Attempting to make that appointment turned into a complete fiasco. I waited a week as instructed and called only to be told the Dr had left a note on my records stating she wanted the results of a CT scan before seeing me and I'd receive a letter from the hospital x-ray dept any day soon... (Apparently one of the blood tests had shown an increased level of some type of enzyme and the CT was to check my pancreas - I think... It has never been clearly explained) The letter arrived, 9 days later I'd had the CT scan and been told by the radiologist the results would be with my GP in a week or so... My significant-other-half intervened at this point, calling our GP's practice manager and insisting I be contacted and seen as soon as the results were available. It appeared to have the desired effect and I was seen by a Dr I've not met before (A locum I think?!?... Do regular GP's only work three and a half days per week these days?)... Anyway, the locum Dr spent 9 minutes of the 10 minute appointment staring at the computer screen before stating everything looked fine and suggesting my diet was causing the enzyme/digestive problems. He never even glanced at the voiding diary I'd studiously recorded for 72 hours and placed on his desk... I left not best pleased (to say the least) with a referral to see a dietician.

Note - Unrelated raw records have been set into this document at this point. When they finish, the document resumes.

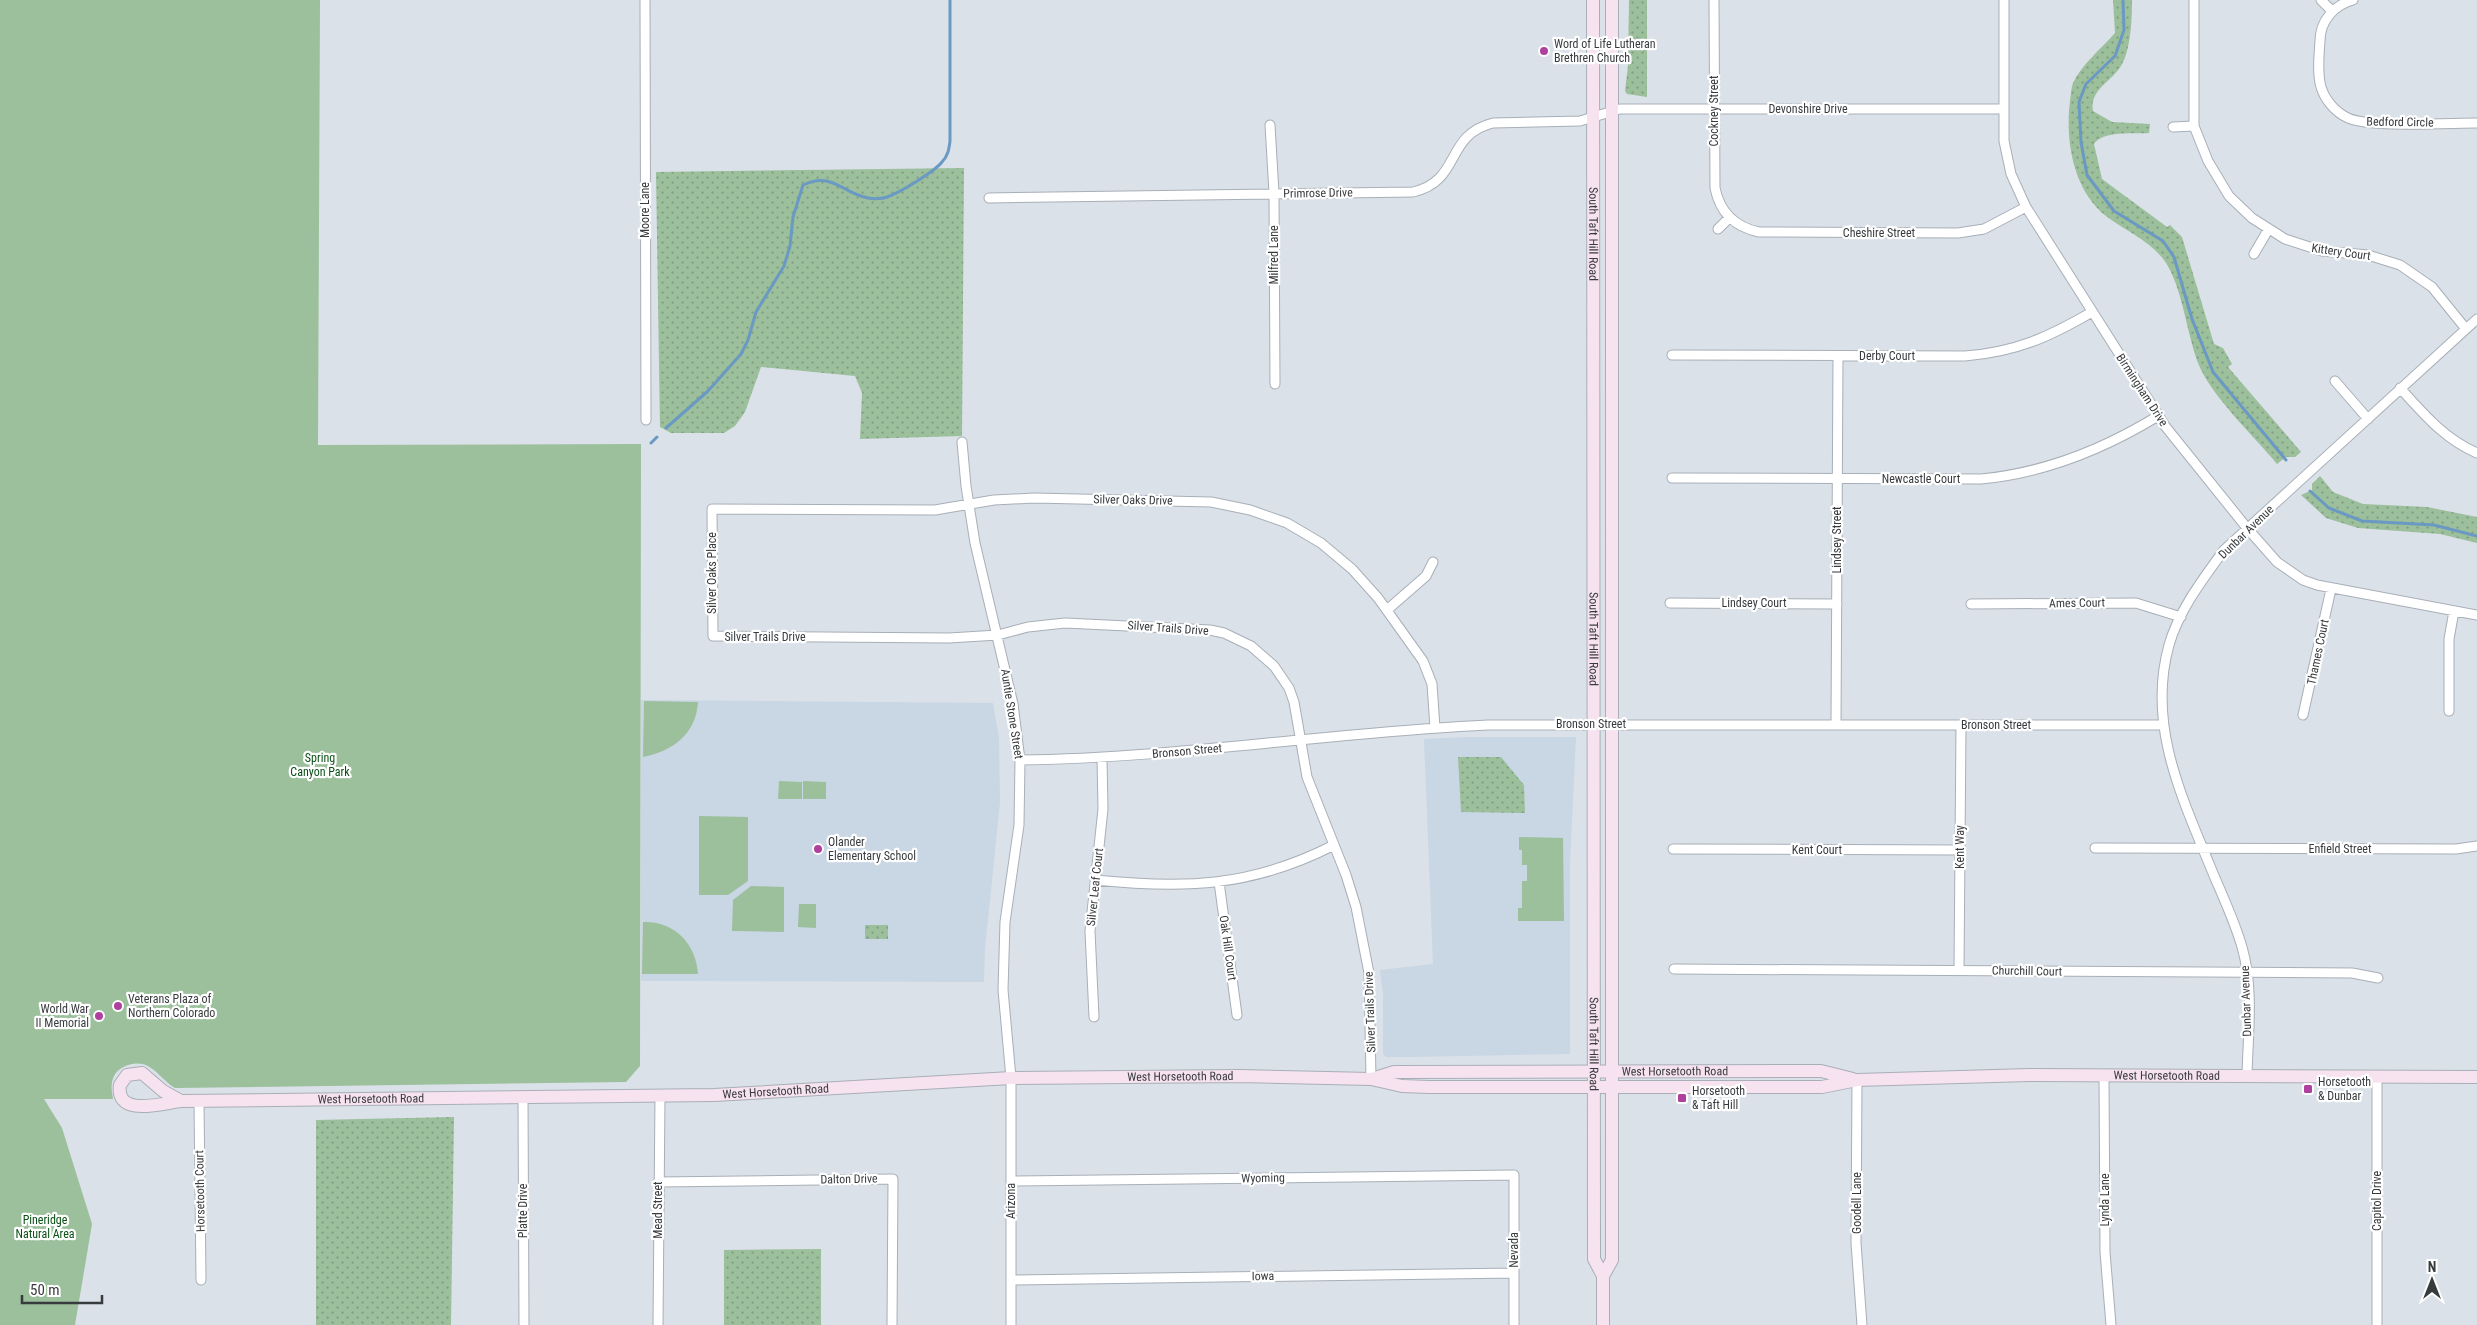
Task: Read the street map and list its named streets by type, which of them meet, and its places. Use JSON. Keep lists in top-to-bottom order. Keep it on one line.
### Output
{"streets":{"main road":["South Taft Hill Road","West Horsetooth Road"],"street":["Devonshire Drive","Cockney Street","Bedford Circle","Primrose Drive","Moore Lane","Cheshire Street","Kittery Court","Milfred Lane","Derby Court","Birmingham Drive","Newcastle Court","Silver Oaks Drive","Dunbar Avenue","Lindsey Street","Silver Oaks Place","Lindsey Court","Ames Court","Silver Trails Drive","Thames Court","Auntie Stone Street","Bronson Street","Kent Way","Enfield Street","Kent Court","Silver Leaf Court","Oak Hill Court","Churchill Court","Wyoming","Dalton Drive","Horsetooth Court","Lynda Lane","Arizona","Capitol Drive","Goodell Lane","Mead Street","Platte Drive","Nevada","Iowa"]},"crossings":[["Devonshire Drive","Cockney Street"],["Devonshire Drive","Primrose Drive"],["Devonshire Drive","South Taft Hill Road"],["Devonshire Drive","Birmingham Drive"],["Cockney Street","Cheshire Street"],["Primrose Drive","South Taft Hill Road"],["Primrose Drive","Milfred Lane"],["Cheshire Street","Birmingham Drive"],["South Taft Hill Road","Bronson Street"],["South Taft Hill Road","West Horsetooth Road"],["Kittery Court","Dunbar Avenue"],["Derby Court","Birmingham Drive"],["Derby Court","Lindsey Street"],["Birmingham Drive","Newcastle Court"],["Birmingham Drive","Dunbar Avenue"],["Birmingham Drive","Thames Court"],["Newcastle Court","Lindsey Street"],["Silver Oaks Drive","Silver Oaks Place"],["Silver Oaks Drive","Auntie Stone Street"],["Silver Oaks Drive","Bronson Street"],["Dunbar Avenue","Ames Court"],["Dunbar Avenue","Bronson Street"],["Dunbar Avenue","Enfield Street"],["Dunbar Avenue","Churchill Court"],["Dunbar Avenue","West Horsetooth Road"],["Lindsey Street","Lindsey Court"],["Lindsey Street","Bronson Street"],["Silver Oaks Place","Silver Trails Drive"],["Silver Trails Drive","Auntie Stone Street"],["Silver Trails Drive","Bronson Street"],["Silver Trails Drive","West Horsetooth Road"],["Auntie Stone Street","Bronson Street"],["Auntie Stone Street","West Horsetooth Road"],["Auntie Stone Street","Arizona"],["Bronson Street","Kent Way"],["Bronson Street","Silver Leaf Court"],["Kent Way","Kent Court"],["Kent Way","Churchill Court"],["West Horsetooth Road","Horsetooth Court"],["West Horsetooth Road","Lynda Lane"],["West Horsetooth Road","Arizona"],["West Horsetooth Road","Capitol Drive"],["West Horsetooth Road","Goodell Lane"],["West Horsetooth Road","Mead Street"],["West Horsetooth Road","Platte Drive"],["Wyoming","Arizona"],["Wyoming","Nevada"],["Dalton Drive","Mead Street"],["Arizona","Iowa"],["Nevada","Iowa"]],"parks":["Spring Canyon Park","Pineridge Natural Area"],"places":{"other":["Word of Life Lutheran Brethren Church","Olander Elementary School","Veterans Plaza of Northern Colorado","World War II Memorial"],"transit":["Horsetooth & Dunbar","Horsetooth & Taft Hill"]},"scale_bar":"50 m","north":"top"}
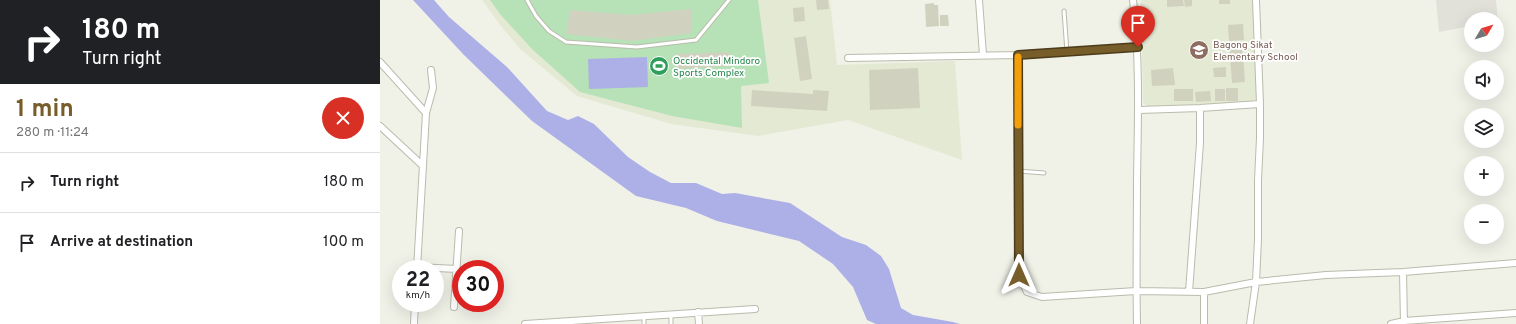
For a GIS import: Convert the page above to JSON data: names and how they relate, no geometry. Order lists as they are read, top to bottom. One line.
{"places":{"school or university":["Bagong Sikat Elementary School"],"sports":["Occidental Mindoro Sports Complex"]},"north":"top right","page":{"turn":["180 m","Turn right"],"map_buttons":["+","−"],"heading":["1 min","280 m · 11:24"],"list":[{"name":"Turn right","value":"180 m"},{"name":"Arrive at destination","value":"100 m"}],"speed":"22 km/h","limit":"30"}}
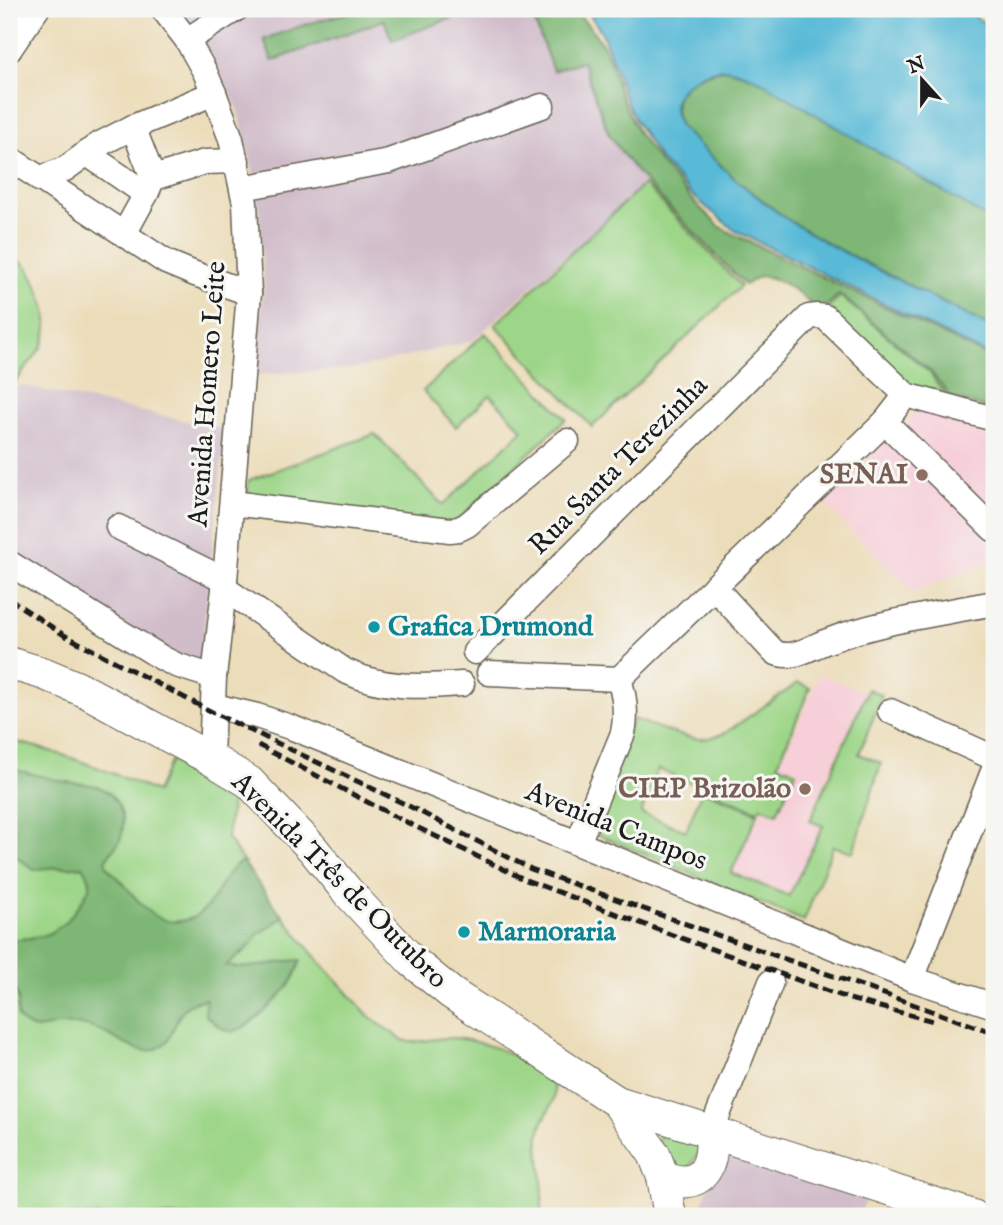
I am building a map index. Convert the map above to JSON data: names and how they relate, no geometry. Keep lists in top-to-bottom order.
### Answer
{
  "streets": {
    "main road": ["Avenida Três de Outubro"],
    "street": ["Avenida Homero Leite", "Rua Santa Terezinha", "Avenida Campos"]
  },
  "crossings": [
    ["Avenida Homero Leite", "Avenida Campos"],
    ["Avenida Homero Leite", "Avenida Três de Outubro"]
  ],
  "places": [
    "SENAI",
    "Grafica Drumond",
    "CIEP Brizolão",
    "Marmoraria"
  ],
  "north": "top"
}
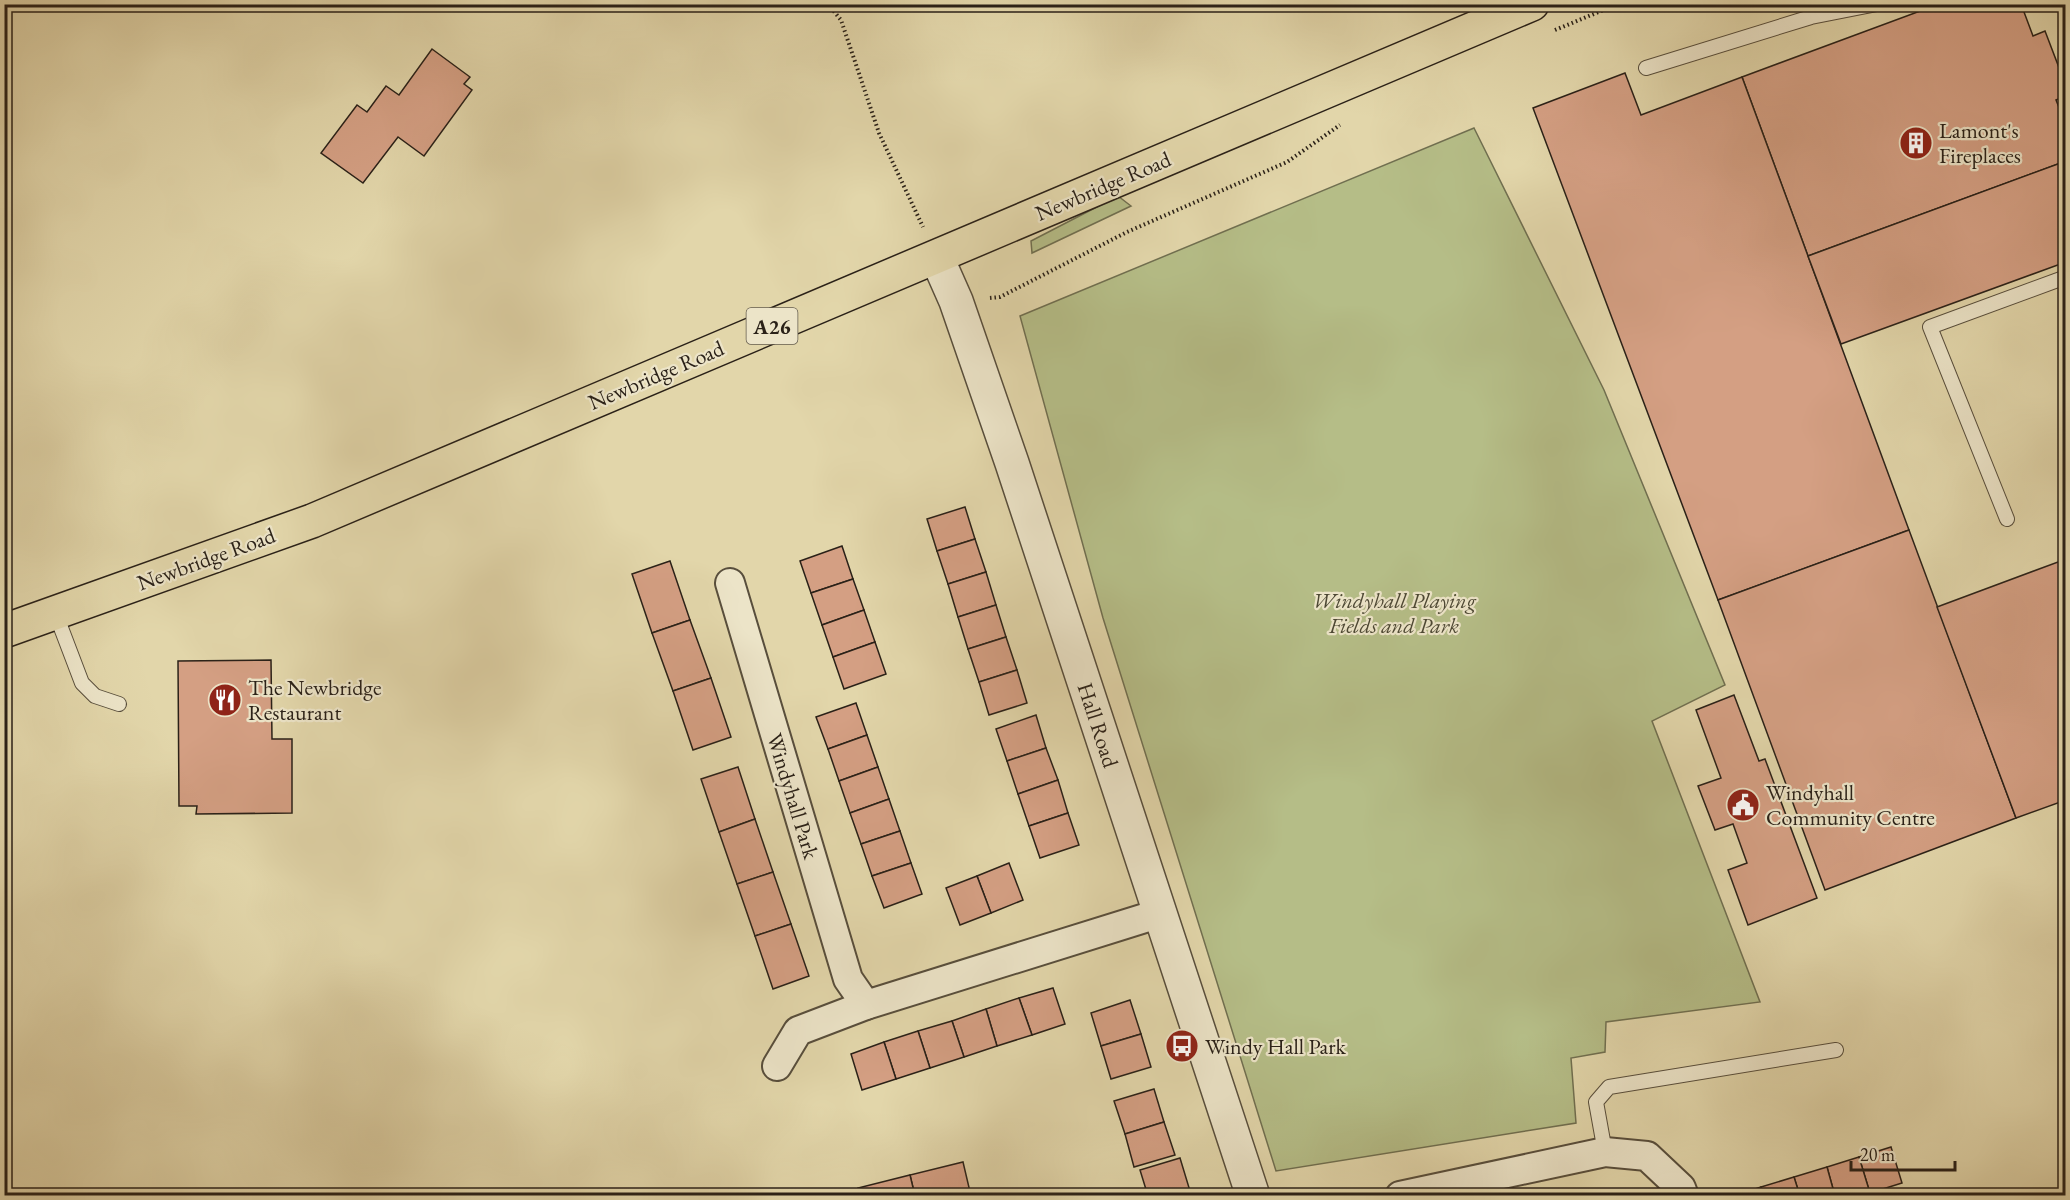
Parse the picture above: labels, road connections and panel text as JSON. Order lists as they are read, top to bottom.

Another 5 days after seeing the locum, I was sitting in a urologists consulting room and as mentioned in my original post, after a short question and answer consultation I was given a second DRE (A totally different experience to that I'd endured at the GP's surgery!) Trousers lowered just enough while laying in a more dignified position on my left side atop the exam table, if I said the exam lasted 20 seconds I'd be exaggerating! It was literally over in a few painless seconds! I was even given tissues as well as being told it was over! I was soon being told for the second time my prostate gland felt normal. The urologist asking for the IPSS form I'd completed in the waiting room proved an opportune moment for me to also hand him a copy of the voiding diary (My wife deserves the credit for my having it with me). The 5 days worth of the voiding diary I'd put every effort into recording accurately appeared to grab his attention and preceded a series of questions to confirm I'm tea total, only drink decaf coffee, water or milk, no fizzy caffeine laden drinks and a non smoker. The average of 7 night time bathroom visits showing an average of 150ml voided, his study of the diary preceded a request I go sit in the waiting room and drink as much water as I could humanly hold before knocking on his door ready to perform a urine flow test.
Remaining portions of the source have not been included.